Data for this task ▸
"""

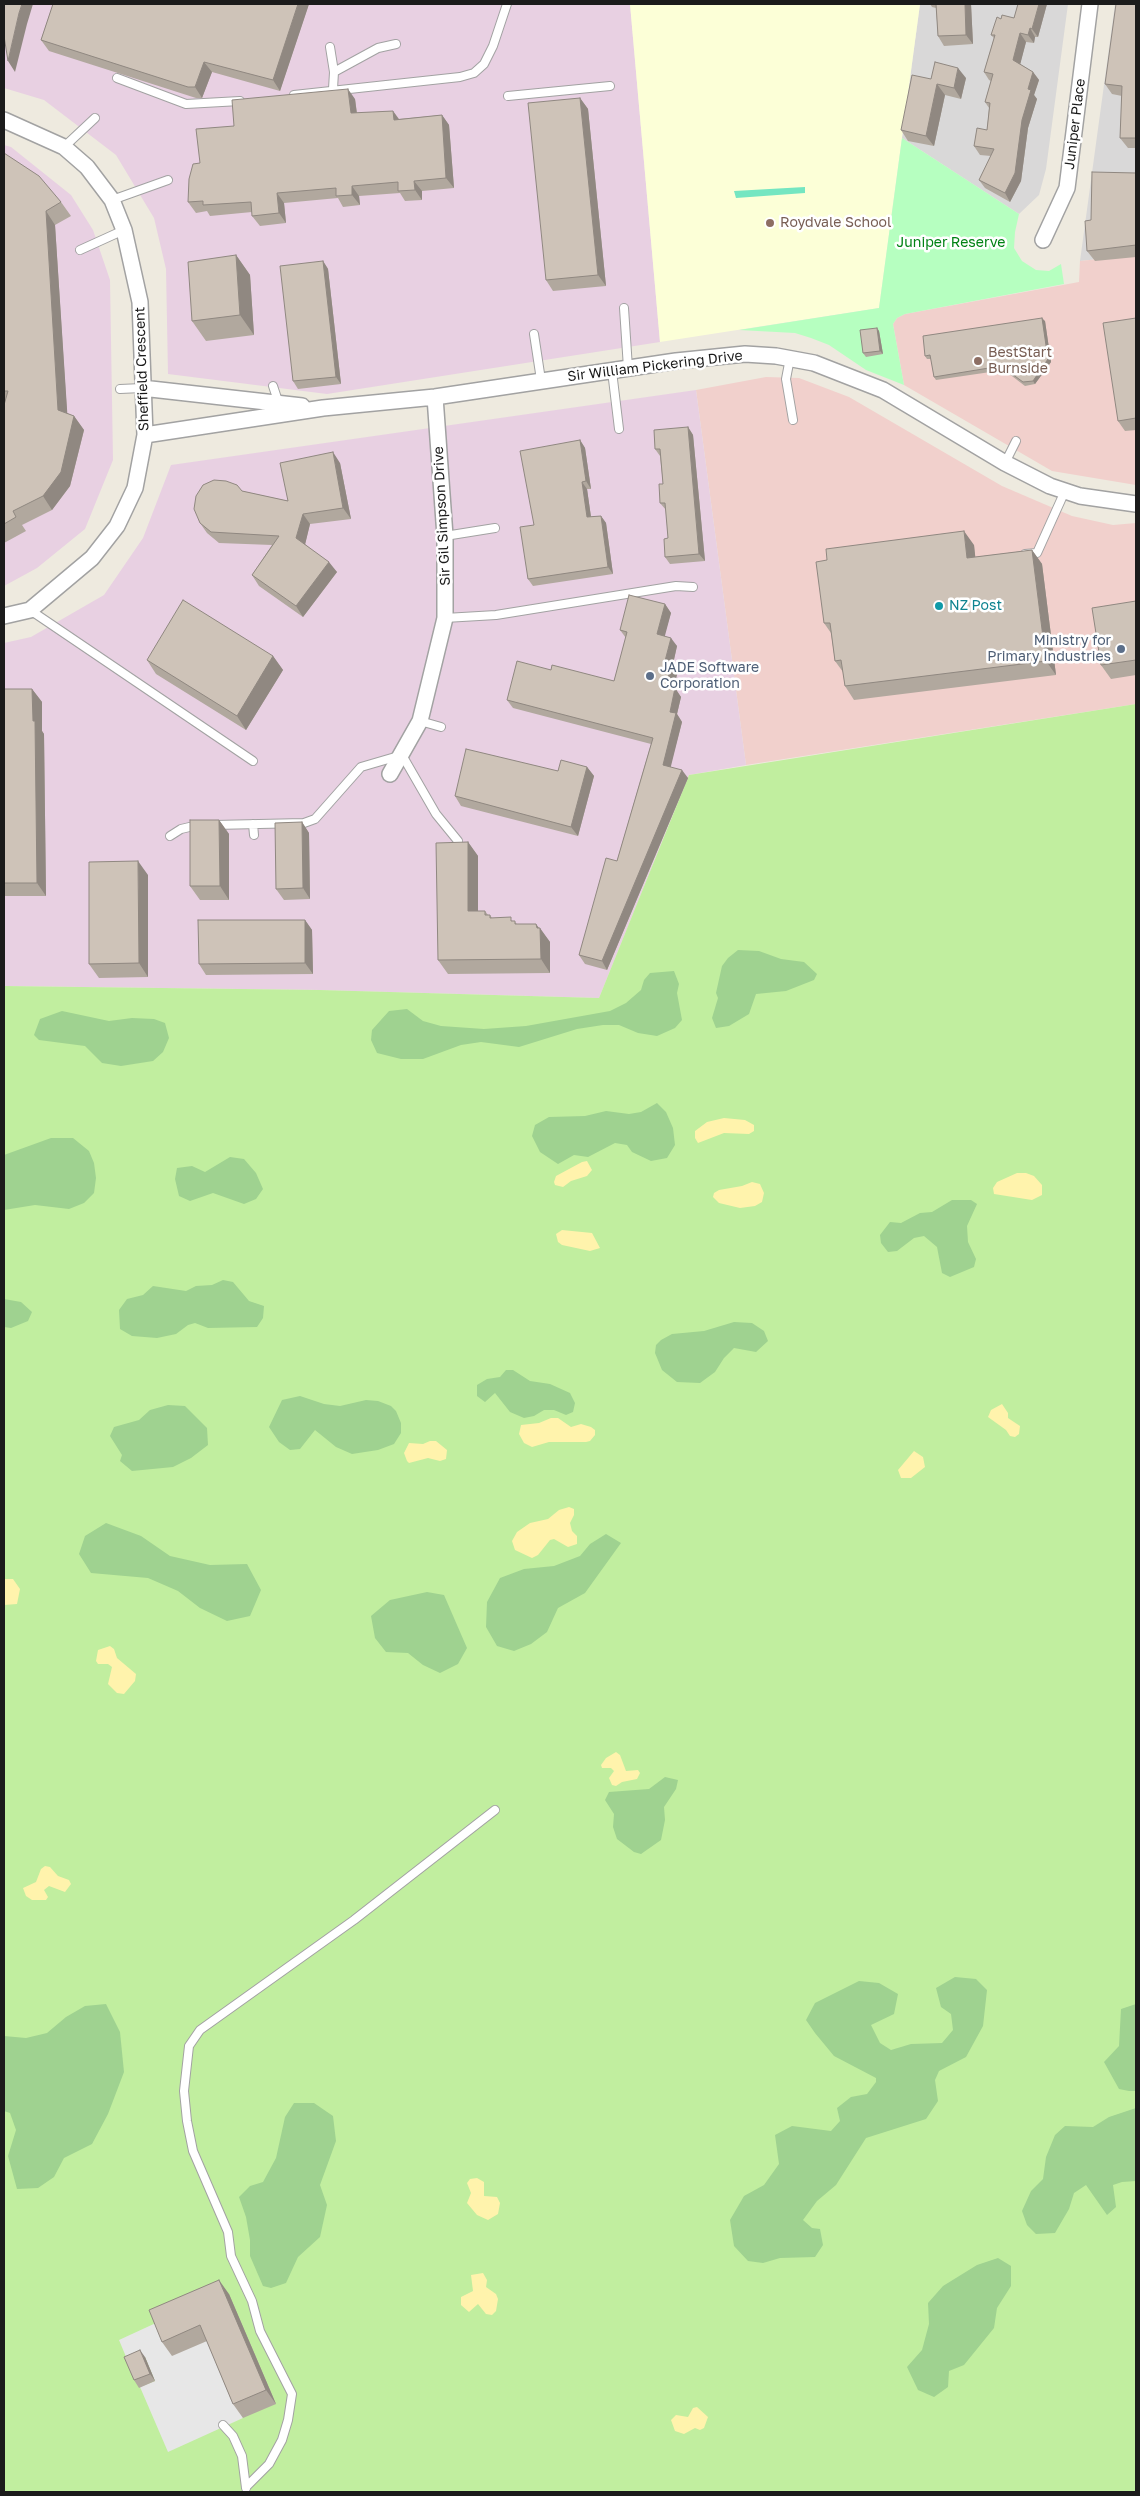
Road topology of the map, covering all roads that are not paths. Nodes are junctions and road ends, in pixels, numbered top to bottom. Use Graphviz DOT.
graph roads {
  1 [pos="508,4"];
  2 [pos="1090,4"];
  3 [pos="396,44"];
  4 [pos="330,47"];
  5 [pos="334,72"];
  6 [pos="117,78"];
  7 [pos="610,86"];
  8 [pos="333,89"];
  9 [pos="285,96"];
  10 [pos="508,96"];
  11 [pos="247,101"];
  12 [pos="95,118"];
  13 [pos="4,120"];
  14 [pos="64,147"];
  15 [pos="168,180"];
  16 [pos="112,200"];
  17 [pos="124,230"];
  18 [pos="1043,240"];
  19 [pos="80,250"];
  20 [pos="624,308"];
  21 [pos="534,334"];
  22 [pos="790,358"];
  23 [pos="628,368"];
  24 [pos="612,371"];
  25 [pos="541,380"];
  26 [pos="274,386"];
  27 [pos="142,388"];
  28 [pos="120,389"];
  29 [pos="435,397"];
  30 [pos="279,404"];
  31 [pos="323,408"];
  32 [pos="793,420"];
  33 [pos="619,429"];
  34 [pos="145,435"];
  35 [pos="1016,441"];
  36 [pos="1005,464"];
  37 [pos="1065,491"];
  38 [pos="1136,504"];
  39 [pos="495,528"];
  40 [pos="445,536"];
  41 [pos="1013,554"];
  42 [pos="693,587"];
  43 [pos="30,610"];
  44 [pos="4,616"];
  45 [pos="445,618"];
  46 [pos="420,721"];
  47 [pos="441,727"];
  48 [pos="402,755"];
  49 [pos="253,761"];
  50 [pos="390,774"];
  51 [pos="253,824"];
  52 [pos="254,835"];
  53 [pos="170,836"];
  54 [pos="458,840"];
  55 [pos="495,1810"];
  56 [pos="223,2425"];
  57 [pos="246,2490"];
  1 -- 8 [label="lane"];
  2 -- 18 [label="street, Juniper Place"];
  3 -- 5 [label="lane"];
  4 -- 5 [label="lane"];
  5 -- 8 [label="lane"];
  6 -- 11 [label="lane"];
  7 -- 10 [label="lane"];
  8 -- 9 [label="lane"];
  12 -- 14 [label="lane"];
  13 -- 14 [label="street, Sheffield Crescent"];
  14 -- 16 [label="street, Sheffield Crescent"];
  15 -- 16 [label="lane"];
  16 -- 17 [label="street, Sheffield Crescent"];
  17 -- 19 [label="lane"];
  17 -- 27 [label="street, Sheffield Crescent"];
  20 -- 23 [label="lane"];
  21 -- 25 [label="lane"];
  22 -- 23 [label="street, Sir William Pickering Drive"];
  22 -- 32 [label="lane"];
  22 -- 36 [label="street, Sir William Pickering Drive"];
  23 -- 24 [label="street, Sir William Pickering Drive"];
  24 -- 25 [label="street, Sir William Pickering Drive"];
  24 -- 33 [label="lane"];
  25 -- 29 [label="street, Sir William Pickering Drive"];
  26 -- 30 [label="lane"];
  27 -- 28 [label="lane"];
  27 -- 30 [label="street, Sir William Pickering Drive"];
  27 -- 34 [label="street, Sheffield Crescent"];
  29 -- 31 [label="street, Sir William Pickering Drive"];
  29 -- 40 [label="street, Sir Gil Simpson Drive"];
  30 -- 31 [label="street, Sir William Pickering Drive"];
  31 -- 34 [label="street, Sir William Pickering Drive"];
  34 -- 43 [label="street, Sheffield Crescent"];
  35 -- 36 [label="lane"];
  36 -- 37 [label="street, Sir William Pickering Drive"];
  37 -- 38 [label="street, Sir William Pickering Drive"];
  37 -- 41 [label="lane"];
  39 -- 40 [label="lane"];
  40 -- 45 [label="street, Sir Gil Simpson Drive"];
  42 -- 45 [label="lane"];
  43 -- 44 [label="street, Sheffield Crescent"];
  43 -- 49 [label="lane"];
  45 -- 46 [label="street, Sir Gil Simpson Drive"];
  46 -- 47 [label="lane"];
  46 -- 48 [label="street, Sir Gil Simpson Drive"];
  48 -- 50 [label="street, Sir Gil Simpson Drive"];
  48 -- 51 [label="lane"];
  48 -- 54 [label="lane"];
  51 -- 52 [label="lane"];
  51 -- 53 [label="lane"];
  55 -- 57 [label="lane"];
  56 -- 57 [label="lane"];
}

"""

Work order ▸
Print every record above exactly, with no pictures.

Answer for this exercise ▸
Road topology of the map, covering all roads that are not paths. Nodes are junctions and road ends, in pixels, numbered top to bottom. Use Graphviz DOT.
graph roads {
  1 [pos="508,4"];
  2 [pos="1090,4"];
  3 [pos="396,44"];
  4 [pos="330,47"];
  5 [pos="334,72"];
  6 [pos="117,78"];
  7 [pos="610,86"];
  8 [pos="333,89"];
  9 [pos="285,96"];
  10 [pos="508,96"];
  11 [pos="247,101"];
  12 [pos="95,118"];
  13 [pos="4,120"];
  14 [pos="64,147"];
  15 [pos="168,180"];
  16 [pos="112,200"];
  17 [pos="124,230"];
  18 [pos="1043,240"];
  19 [pos="80,250"];
  20 [pos="624,308"];
  21 [pos="534,334"];
  22 [pos="790,358"];
  23 [pos="628,368"];
  24 [pos="612,371"];
  25 [pos="541,380"];
  26 [pos="274,386"];
  27 [pos="142,388"];
  28 [pos="120,389"];
  29 [pos="435,397"];
  30 [pos="279,404"];
  31 [pos="323,408"];
  32 [pos="793,420"];
  33 [pos="619,429"];
  34 [pos="145,435"];
  35 [pos="1016,441"];
  36 [pos="1005,464"];
  37 [pos="1065,491"];
  38 [pos="1136,504"];
  39 [pos="495,528"];
  40 [pos="445,536"];
  41 [pos="1013,554"];
  42 [pos="693,587"];
  43 [pos="30,610"];
  44 [pos="4,616"];
  45 [pos="445,618"];
  46 [pos="420,721"];
  47 [pos="441,727"];
  48 [pos="402,755"];
  49 [pos="253,761"];
  50 [pos="390,774"];
  51 [pos="253,824"];
  52 [pos="254,835"];
  53 [pos="170,836"];
  54 [pos="458,840"];
  55 [pos="495,1810"];
  56 [pos="223,2425"];
  57 [pos="246,2490"];
  1 -- 8 [label="lane"];
  2 -- 18 [label="street, Juniper Place"];
  3 -- 5 [label="lane"];
  4 -- 5 [label="lane"];
  5 -- 8 [label="lane"];
  6 -- 11 [label="lane"];
  7 -- 10 [label="lane"];
  8 -- 9 [label="lane"];
  12 -- 14 [label="lane"];
  13 -- 14 [label="street, Sheffield Crescent"];
  14 -- 16 [label="street, Sheffield Crescent"];
  15 -- 16 [label="lane"];
  16 -- 17 [label="street, Sheffield Crescent"];
  17 -- 19 [label="lane"];
  17 -- 27 [label="street, Sheffield Crescent"];
  20 -- 23 [label="lane"];
  21 -- 25 [label="lane"];
  22 -- 23 [label="street, Sir William Pickering Drive"];
  22 -- 32 [label="lane"];
  22 -- 36 [label="street, Sir William Pickering Drive"];
  23 -- 24 [label="street, Sir William Pickering Drive"];
  24 -- 25 [label="street, Sir William Pickering Drive"];
  24 -- 33 [label="lane"];
  25 -- 29 [label="street, Sir William Pickering Drive"];
  26 -- 30 [label="lane"];
  27 -- 28 [label="lane"];
  27 -- 30 [label="street, Sir William Pickering Drive"];
  27 -- 34 [label="street, Sheffield Crescent"];
  29 -- 31 [label="street, Sir William Pickering Drive"];
  29 -- 40 [label="street, Sir Gil Simpson Drive"];
  30 -- 31 [label="street, Sir William Pickering Drive"];
  31 -- 34 [label="street, Sir William Pickering Drive"];
  34 -- 43 [label="street, Sheffield Crescent"];
  35 -- 36 [label="lane"];
  36 -- 37 [label="street, Sir William Pickering Drive"];
  37 -- 38 [label="street, Sir William Pickering Drive"];
  37 -- 41 [label="lane"];
  39 -- 40 [label="lane"];
  40 -- 45 [label="street, Sir Gil Simpson Drive"];
  42 -- 45 [label="lane"];
  43 -- 44 [label="street, Sheffield Crescent"];
  43 -- 49 [label="lane"];
  45 -- 46 [label="street, Sir Gil Simpson Drive"];
  46 -- 47 [label="lane"];
  46 -- 48 [label="street, Sir Gil Simpson Drive"];
  48 -- 50 [label="street, Sir Gil Simpson Drive"];
  48 -- 51 [label="lane"];
  48 -- 54 [label="lane"];
  51 -- 52 [label="lane"];
  51 -- 53 [label="lane"];
  55 -- 57 [label="lane"];
  56 -- 57 [label="lane"];
}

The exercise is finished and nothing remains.